There's A Hard Way & An Easy Way: Getting/Reading HTTP Responses
Yesterday, after somone asked on the forums how to do a web request in an application, I posted some code that I had written a while ago, and I got some great feedback on it. It solved a problem that I was working on, and did exactly what a few people have been asking for.
As it turns out, that was the hard way of doing things. If you don't count { } on separate lines, that took 9 lines of code. Someone yesterday pointed out how to do it in 4.

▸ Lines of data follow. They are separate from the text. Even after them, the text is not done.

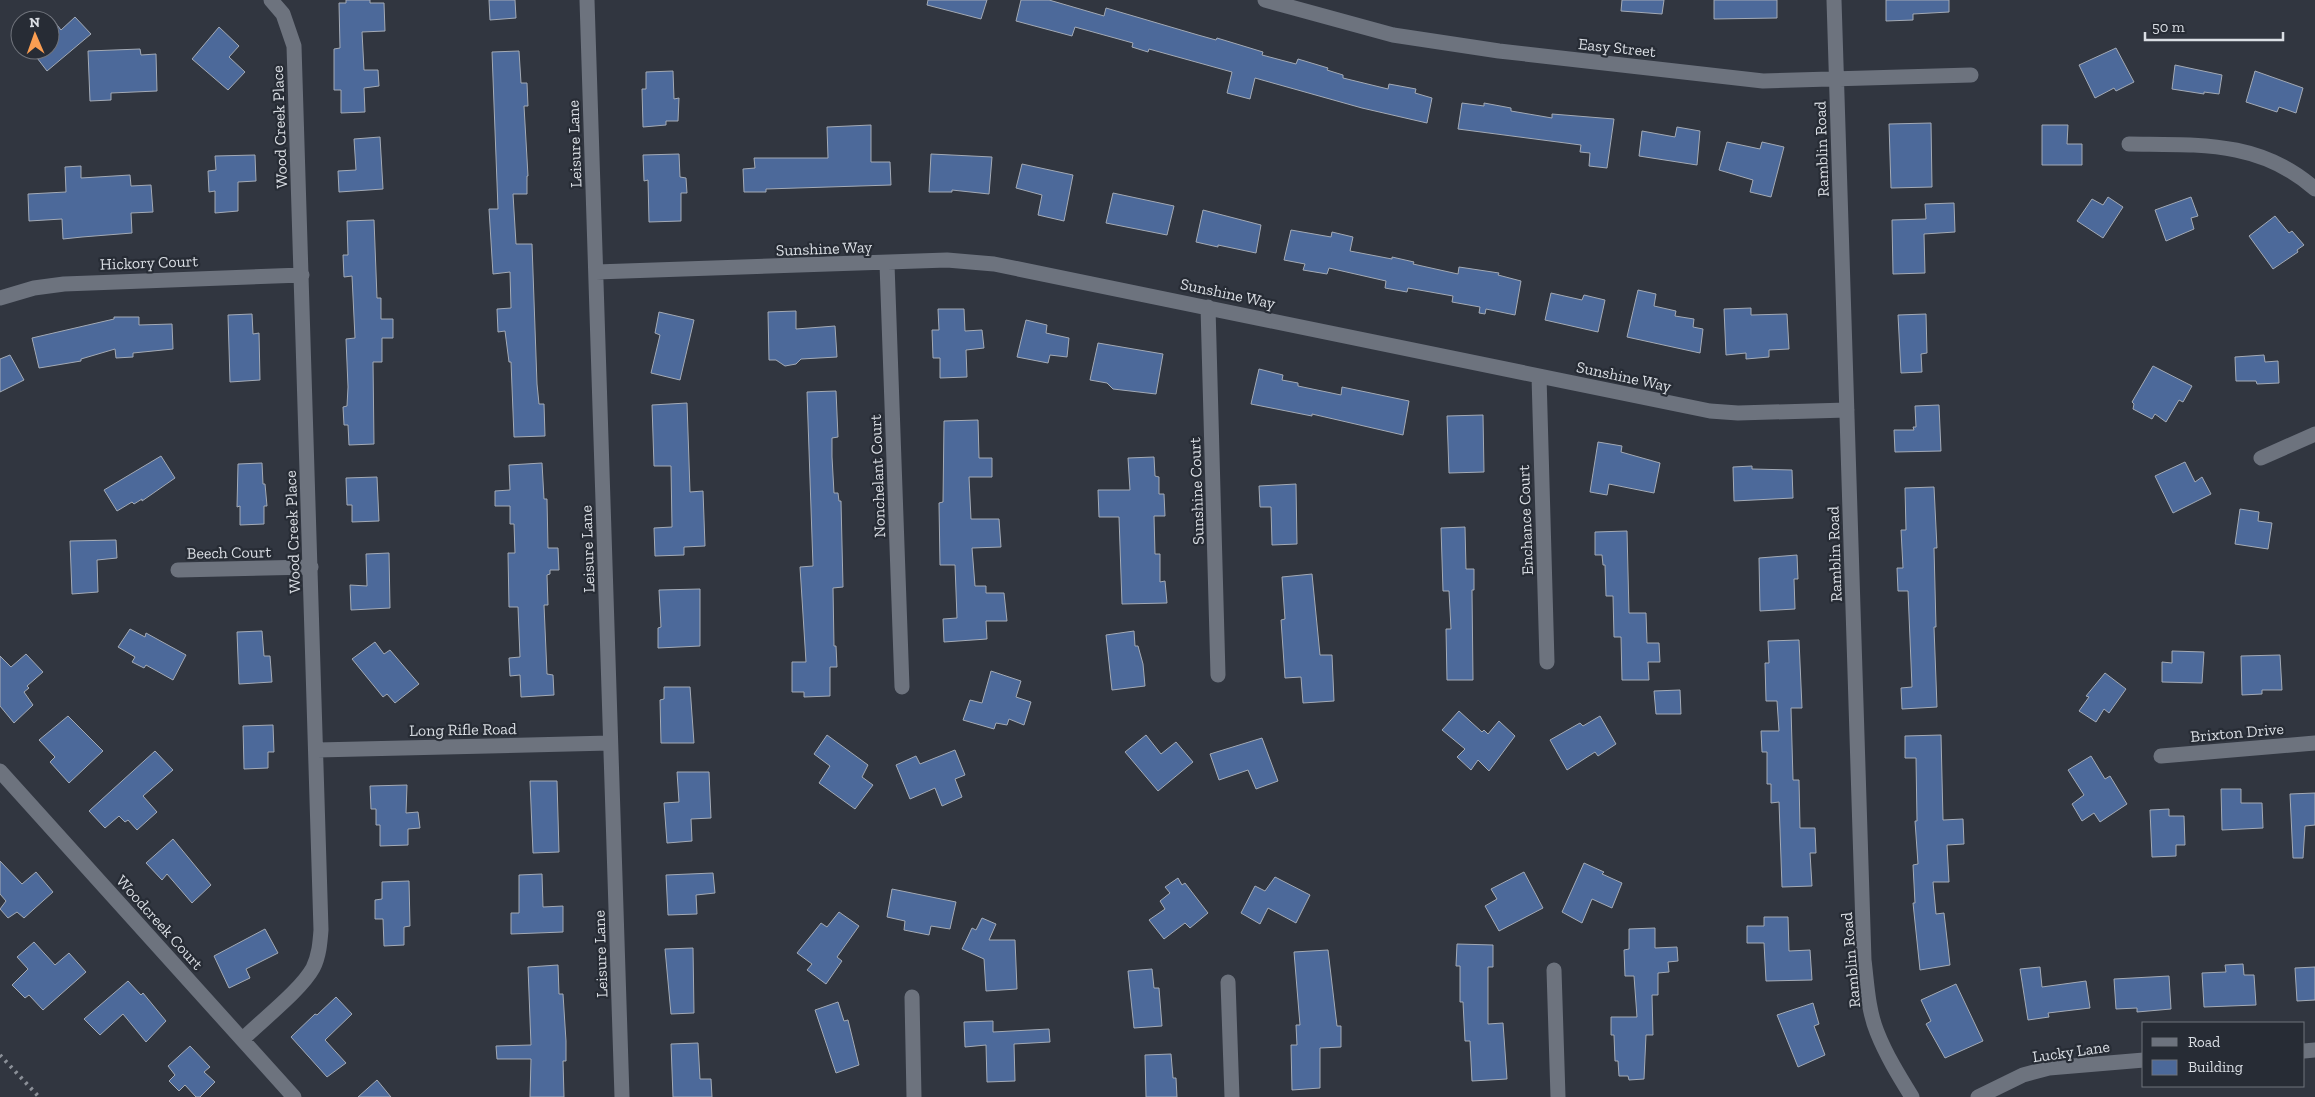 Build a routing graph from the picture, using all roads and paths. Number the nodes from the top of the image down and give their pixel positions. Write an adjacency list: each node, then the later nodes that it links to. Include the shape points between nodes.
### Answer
1 (271, 0): 11 (street, Wood Creek Place, via 283,14 294,46)
2 (587, 0): 10 (street, Leisure Lane)
3 (1264, 0): 6 (street, Easy Street, via 1393,35 1500,51 1763,81)
4 (1834, 0): 6 (street, Ramblin Road)
5 (1971, 75): 6 (street, Easy Street)
6 (1836, 78): 15 (street, Ramblin Road)
7 (2129, 144): 8 (street, via 2207,146 2251,152 2274,160)
8 (2315, 189)
9 (887, 264): 10 (street, Sunshine Way); 13 (street, Sunshine Way, via 948,260 994,264); 22 (street, Nonchelant Court)
10 (596, 272): 23 (street, Leisure Lane)
11 (302, 275): 12 (street, Hickory Court, via 64,284 34,288); 18 (street, Wood Creek Place)
12 (0, 298)
13 (1208, 307): 14 (street, Sunshine Way); 21 (street, Sunshine Court)
14 (1539, 376): 15 (street, Sunshine Way, via 1710,411); 20 (street, Enchance Court)
15 (1847, 410): 38 (street, Ramblin Road, via 1864,960 1869,1003 1877,1031 1889,1059)
16 (2315, 434): 17 (street)
17 (2261, 458)
18 (311, 567): 19 (street, Beech Court); 25 (street, Wood Creek Place)
19 (178, 570)
20 (1546, 662)
21 (1218, 675)
22 (902, 687)
23 (610, 743): 25 (street, Long Rifle Road); 34 (street, Leisure Lane)
24 (2315, 743): 26 (street, Brixton Drive)
25 (317, 750): 31 (street, Wood Creek Place, via 319,951 313,968 302,983)
26 (2161, 756)
27 (0, 772): 31 (street, Woodcreek Court)
28 (1554, 970): 37 (street)
29 (1228, 982): 36 (street)
30 (912, 997): 35 (street)
31 (243, 1039): 33 (street, Woodcreek Court)
32 (2142, 1060): 39 (street, Lucky Lane, via 2050,1068 2023,1075)
33 (294, 1097)
34 (622, 1097)
35 (914, 1097)
36 (1232, 1097)
37 (1558, 1097)
38 (1912, 1097)
39 (1978, 1097)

So I present to you, 4 lines:
public static string GetHTML(string url, string proxy)
{
System.Net.WebClient client = new WebClient();
if (!String.IsNullOrEmpty(proxy))
client.Proxy = proxy;
return client.DownloadString(new Uri(url));
}
The one difference on this, it that in the one from yesterday, I was able to put a timeout of 2.5 seconds. If the page hadn't downloaded in that, it failed. With the code I've posted today, there doesn't seem to be a method or property to set that value.
Comments
- Anonymous
March 03, 2006
Is this 2.0 specific? - Anonymous
March 03, 2006
PeteL demonstrated in his two recent blog entries something that i find myself doing far too often for... - Anonymous
March 05, 2006
I believe to set the proxy you should have
client.Proxy = new WebProxy(proxy, true); - Anonymous
March 07, 2006
Kizzer,
Yep, this is 2.0 specific. This was a feature that was added in the new version of the framework.